À l'origine pourtant, l'horizon européen paraissait plutôt dégagé pour la « TTF », le surnom de cette taxe dans la bulle bruxelloise. L'exécutif de José Manuel Barroso pouvait compter sur la détermination de Paris et Berlin, qui l'avaient désignée comme l'une des priorités de leur politique européenne. Avec la crise financière, l'idée s'était imposée qu'il fallait mettre aussi à contribution les banques. Ce vieux serpent de mer du monde associatif paraissait soudainement à portée de main.

« Nous allons bien finir par avoir une sorte de taxe, vu les déclarations de soutien conjuguées de la commission, de Paris, et de Berlin sur le sujet depuis deux ans », pronostique Kenneth Haar, conseiller pour CEO, une plateforme d'ONG qui milite pour la transparence dans les institutions européennes. « Mais des États membres travaillent d'arrache-pied pour multiplier les exemptions. Il y a les Anglais, bien sûr, mais aussi les Français, qui voudraient mettre de côté une partie des dérivés. »

Un patient travail de dépeçage, en somme, qui ne s'effectue pas tant à Bruxelles que dans certaines capitales de l'UE, dont Paris. « On est partis au mieux pour une taxe Canada Dry », résume l'eurodéputé belge Philippe Lamberts. 
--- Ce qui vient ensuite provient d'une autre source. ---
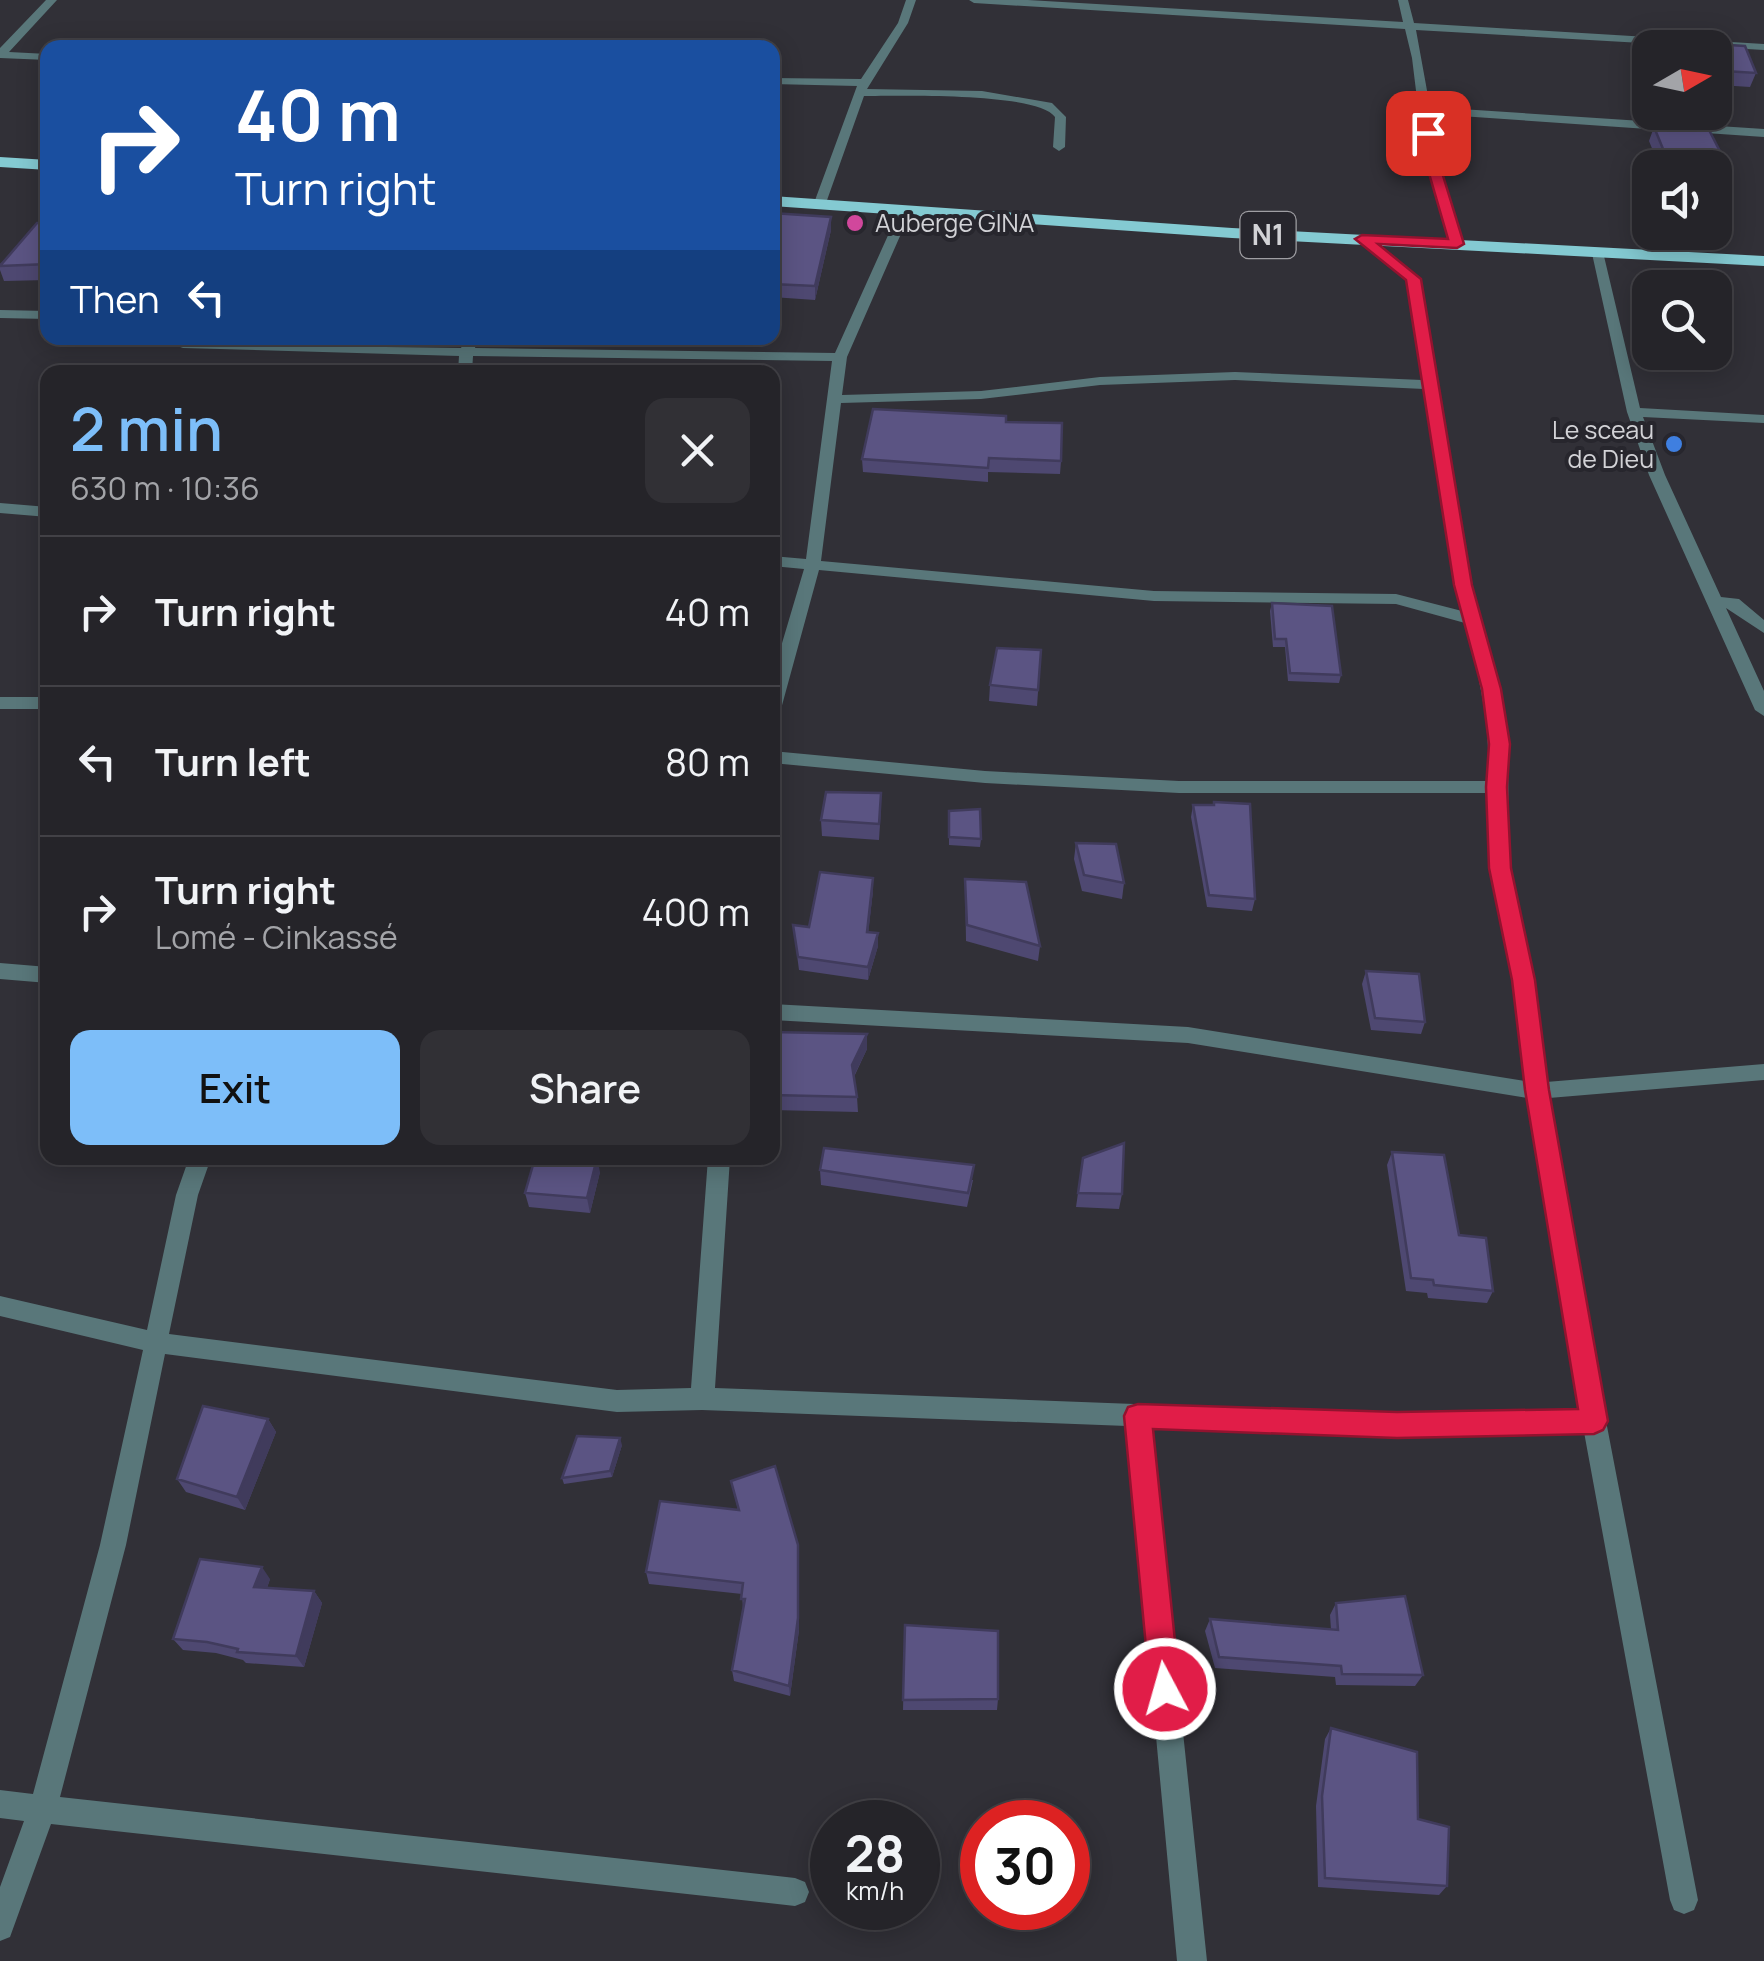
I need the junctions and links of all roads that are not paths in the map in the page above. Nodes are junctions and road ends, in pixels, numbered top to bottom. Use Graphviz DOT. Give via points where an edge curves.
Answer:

Durant l'année 2012, le lobbying massif de l'industrie financière à Bruxelles, allié au gouvernement britannique de David Cameron, a mené une bataille incessante contre le texte. Si bien qu'en l'absence d'unanimité à 27, onze capitales ont décidé d'y aller seules – une « coopération renforcée », dans le jargon des traités. Lors des premières réunions à onze, c'est Berlin, sans doute influencé par les positions britanniques, qui se montrait sur la défensive. Mais depuis, les rapports de force internes se sont inversés.